Collect each line of the records containing the string "nodes".

SUPPLIED MATERIAL =>
———

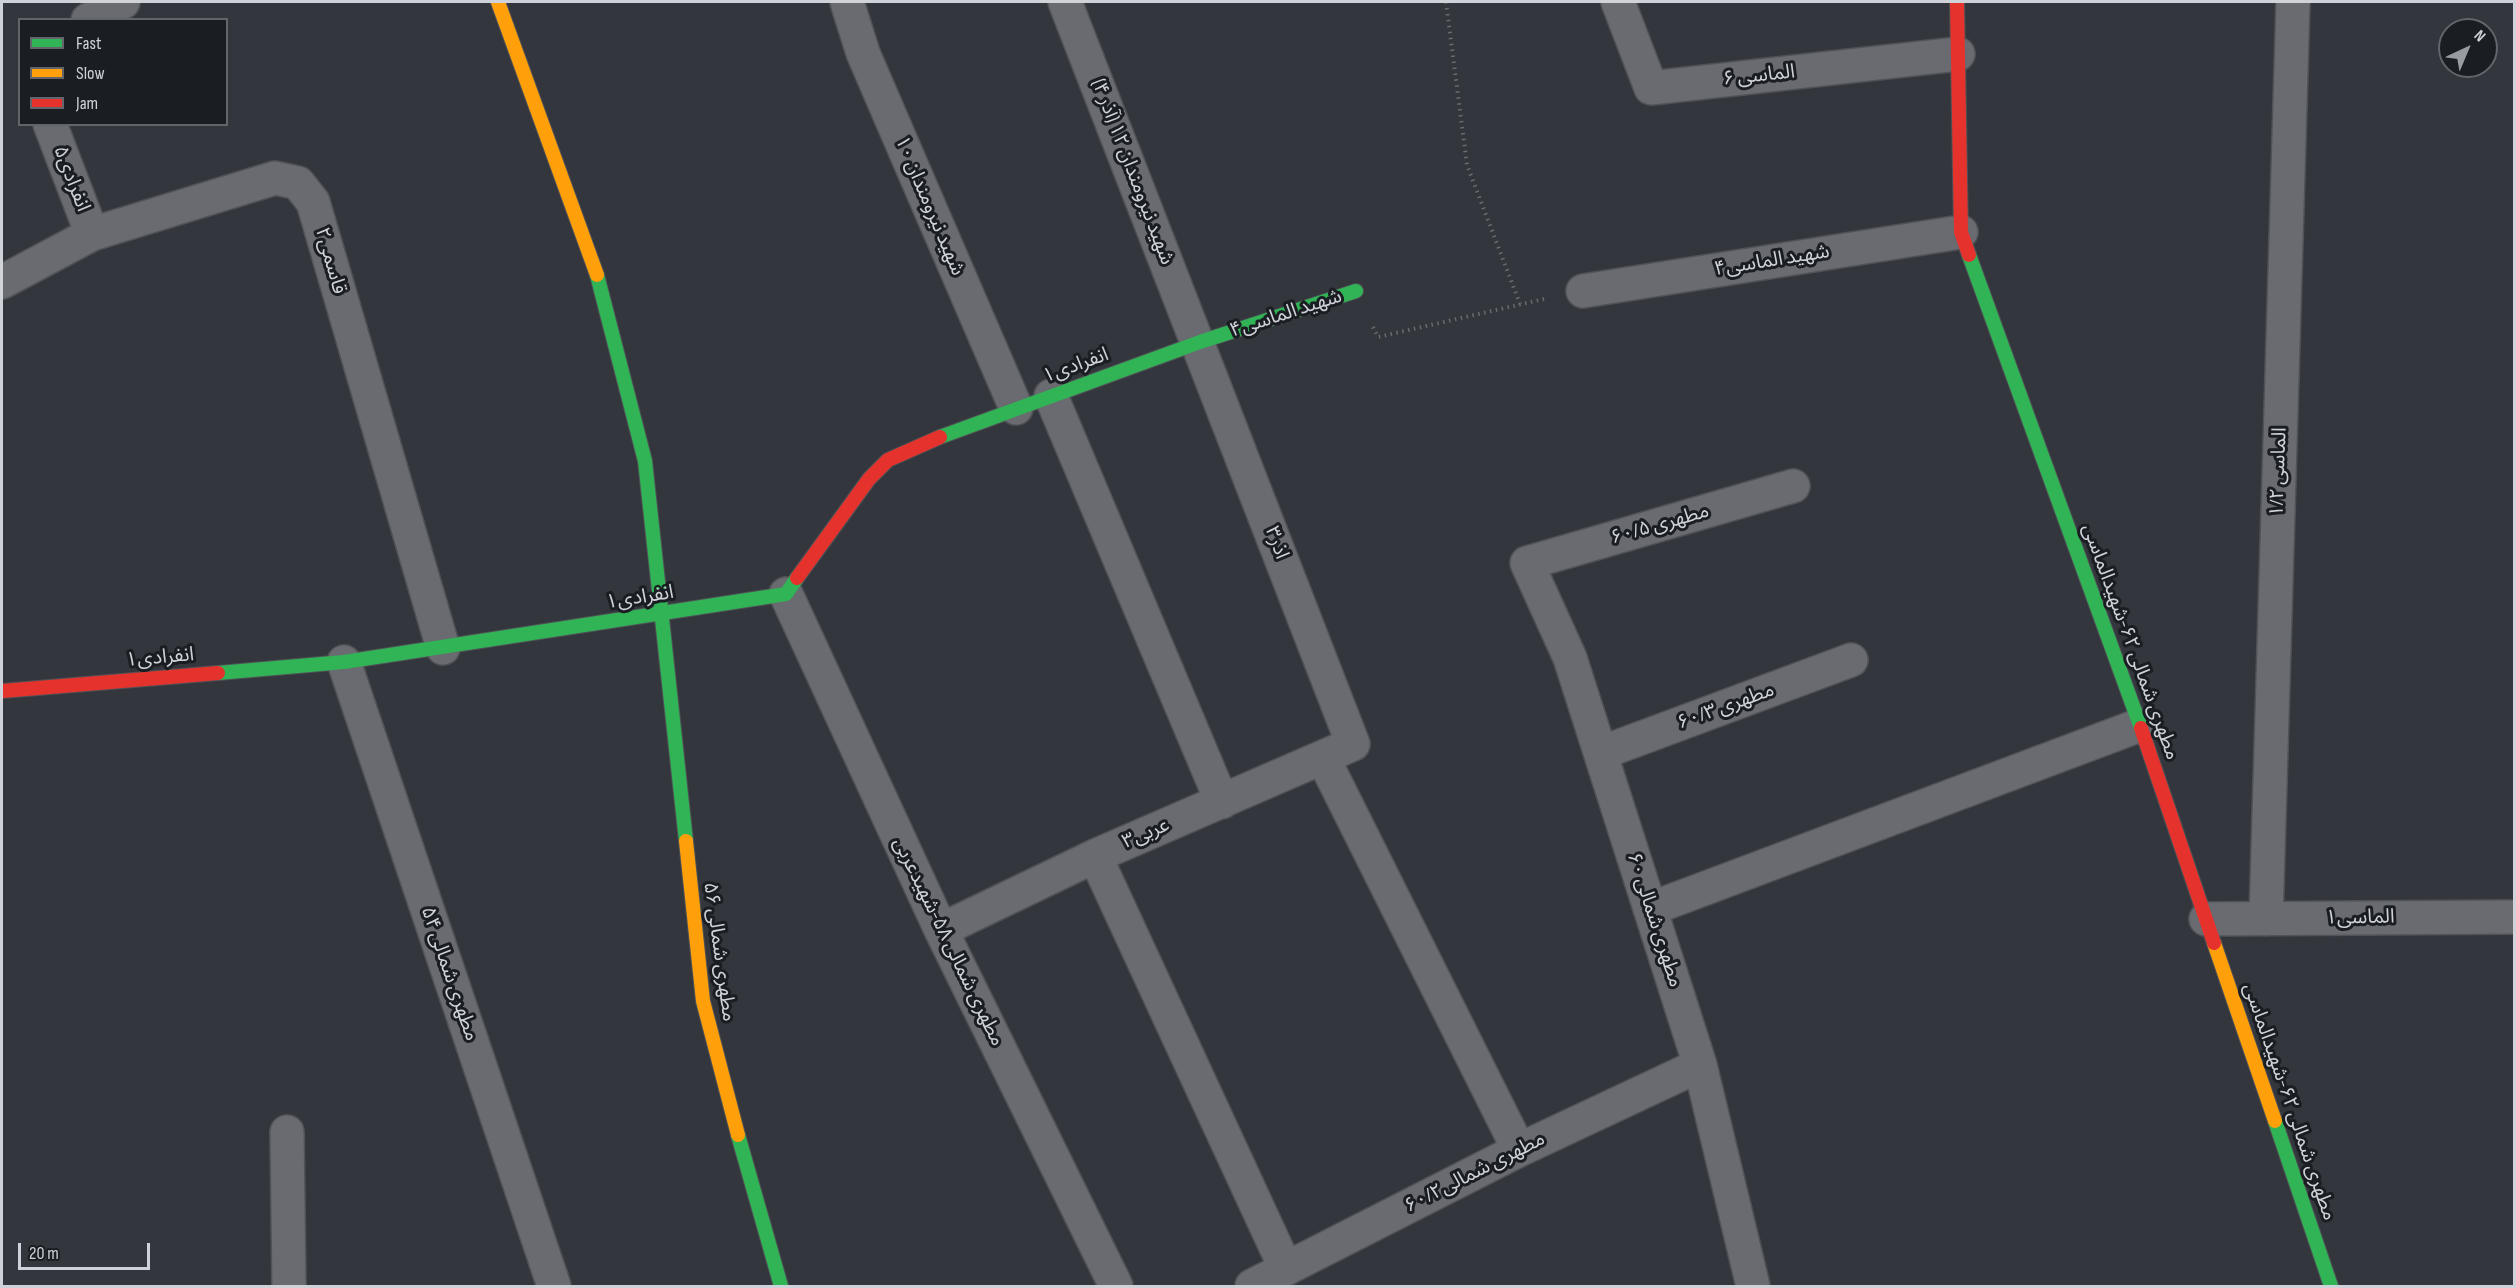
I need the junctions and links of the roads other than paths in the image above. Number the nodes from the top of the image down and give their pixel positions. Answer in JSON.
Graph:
{"nodes":[{"id":1,"x":123,"y":2,"type":"edge"},
{"id":2,"x":498,"y":2,"type":"edge"},
{"id":3,"x":847,"y":2,"type":"edge"},
{"id":4,"x":1065,"y":2,"type":"edge"},
{"id":5,"x":1618,"y":2,"type":"edge"},
{"id":6,"x":1957,"y":2,"type":"edge"},
{"id":7,"x":2292,"y":13,"type":"edge"},
{"id":8,"x":92,"y":18,"type":"edge"},
{"id":9,"x":1958,"y":54,"type":"junction"},
{"id":10,"x":51,"y":126,"type":"edge"},
{"id":11,"x":1961,"y":232,"type":"junction"},
{"id":12,"x":92,"y":234,"type":"junction"},
{"id":13,"x":2,"y":282,"type":"edge"},
{"id":14,"x":1356,"y":291,"type":"road end"},
{"id":15,"x":1583,"y":291,"type":"dead end"},
{"id":16,"x":1200,"y":342,"type":"junction"},
{"id":17,"x":1051,"y":396,"type":"junction"},
{"id":18,"x":1016,"y":408,"type":"junction"},
{"id":19,"x":1793,"y":486,"type":"dead end"},
{"id":20,"x":1527,"y":563,"type":"joint"},
{"id":21,"x":786,"y":594,"type":"junction"},
{"id":22,"x":660,"y":615,"type":"junction"},
{"id":23,"x":443,"y":648,"type":"junction"},
{"id":24,"x":1851,"y":660,"type":"dead end"},
{"id":25,"x":344,"y":662,"type":"junction"},
{"id":26,"x":2,"y":691,"type":"edge"},
{"id":27,"x":2140,"y":725,"type":"junction"},
{"id":28,"x":1353,"y":744,"type":"joint"},
{"id":29,"x":1601,"y":753,"type":"junction"},
{"id":30,"x":1323,"y":758,"type":"junction"},
{"id":31,"x":1221,"y":802,"type":"junction"},
{"id":32,"x":1095,"y":856,"type":"junction"},
{"id":33,"x":1650,"y":909,"type":"junction"},
{"id":34,"x":2514,"y":917,"type":"edge"},
{"id":35,"x":2206,"y":919,"type":"junction"},
{"id":36,"x":2266,"y":919,"type":"junction"},
{"id":37,"x":941,"y":930,"type":"junction"},
{"id":38,"x":1700,"y":1065,"type":"junction"},
{"id":39,"x":287,"y":1132,"type":"dead end"},
{"id":40,"x":1519,"y":1150,"type":"junction"},
{"id":41,"x":1286,"y":1269,"type":"junction"},
{"id":42,"x":289,"y":1287,"type":"edge"},
{"id":43,"x":554,"y":1287,"type":"edge"},
{"id":44,"x":781,"y":1287,"type":"edge"},
{"id":45,"x":1116,"y":1287,"type":"edge"},
{"id":46,"x":1252,"y":1287,"type":"edge"},
{"id":47,"x":1753,"y":1287,"type":"edge"},
{"id":48,"x":2331,"y":1287,"type":"edge"}],
"edges":[{"from":1,"to":8,"type":"street"},
{"from":2,"to":22,"type":"street","name":"مطهری شمالی ۵۶"},
{"from":3,"to":18,"type":"street","name":"شهید نیرومندان ۱۰"},
{"from":4,"to":16,"type":"street","name":"شهید نیرومندان ۱۲ (آذر ۴)"},
{"from":5,"to":9,"type":"street","name":"الماسی ۶"},
{"from":6,"to":9,"type":"street","name":"مطهری شمالی ۶۲-شهیدالماسی"},
{"from":7,"to":36,"type":"street","name":"الماسی ۱/۲"},
{"from":9,"to":11,"type":"street","name":"مطهری شمالی ۶۲-شهیدالماسی"},
{"from":10,"to":12,"type":"street","name":"انفرادی۵"},
{"from":11,"to":15,"type":"street","name":"شهید الماسی۴"},
{"from":11,"to":27,"type":"street","name":"مطهری شمالی ۶۲-شهیدالماسی"},
{"from":12,"to":13,"type":"street","name":"قاسمی۲"},
{"from":12,"to":23,"type":"street","name":"قاسمی۲"},
{"from":14,"to":16,"type":"street","name":"شهید الماسی۴"},
{"from":16,"to":17,"type":"street","name":"انفرادی۱"},
{"from":16,"to":28,"type":"street","name":"اذر۳"},
{"from":17,"to":18,"type":"street","name":"انفرادی۱"},
{"from":17,"to":31,"type":"street"},
{"from":18,"to":21,"type":"street","name":"انفرادی۱"},
{"from":19,"to":20,"type":"street","name":"مطهری ۶۰/۵"},
{"from":20,"to":29,"type":"street","name":"مطهری شمالی ۶۰"},
{"from":21,"to":22,"type":"street","name":"انفرادی۱"},
{"from":21,"to":37,"type":"street","name":"مطهری شمالی ۵۸-شهیدعربی"},
{"from":22,"to":23,"type":"street","name":"انفرادی۱"},
{"from":22,"to":44,"type":"street","name":"مطهری شمالی ۵۶"},
{"from":23,"to":25,"type":"street","name":"انفرادی۱"},
{"from":24,"to":29,"type":"street","name":"مطهری ۶۰/۳"},
{"from":25,"to":26,"type":"street","name":"انفرادی۱"},
{"from":25,"to":43,"type":"street","name":"مطهری شمالی ۵۴"},
{"from":27,"to":33,"type":"street"},
{"from":27,"to":35,"type":"street","name":"مطهری شمالی ۶۲-شهیدالماسی"},
{"from":28,"to":30,"type":"street","name":"عربی۳"},
{"from":29,"to":33,"type":"street","name":"مطهری شمالی ۶۰"},
{"from":30,"to":31,"type":"street","name":"عربی۳"},
{"from":30,"to":40,"type":"street"},
{"from":31,"to":32,"type":"street","name":"عربی۳"},
{"from":32,"to":37,"type":"street","name":"عربی۳"},
{"from":32,"to":41,"type":"street"},
{"from":33,"to":38,"type":"street","name":"مطهری شمالی ۶۰"},
{"from":34,"to":36,"type":"street","name":"الماسی۱"},
{"from":35,"to":36,"type":"street","name":"الماسی۱"},
{"from":35,"to":48,"type":"street","name":"مطهری شمالی ۶۲-شهیدالماسی"},
{"from":37,"to":45,"type":"street","name":"مطهری شمالی ۵۸-شهیدعربی"},
{"from":38,"to":40,"type":"street","name":"مطهری شمالی۶۰/۲"},
{"from":38,"to":47,"type":"street","name":"مطهری شمالی ۶۰"},
{"from":39,"to":42,"type":"street"},
{"from":40,"to":41,"type":"street","name":"مطهری شمالی۶۰/۲"},
{"from":41,"to":46,"type":"street","name":"مطهری شمالی۶۰/۲"}]}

———

SOLUTION =>
I need the junctions and links of the roads other than paths in the image above. Number the nodes from the top of the image down and give their pixel positions. Answer in JSON.
{"nodes":[{"id":1,"x":123,"y":2,"type":"edge"},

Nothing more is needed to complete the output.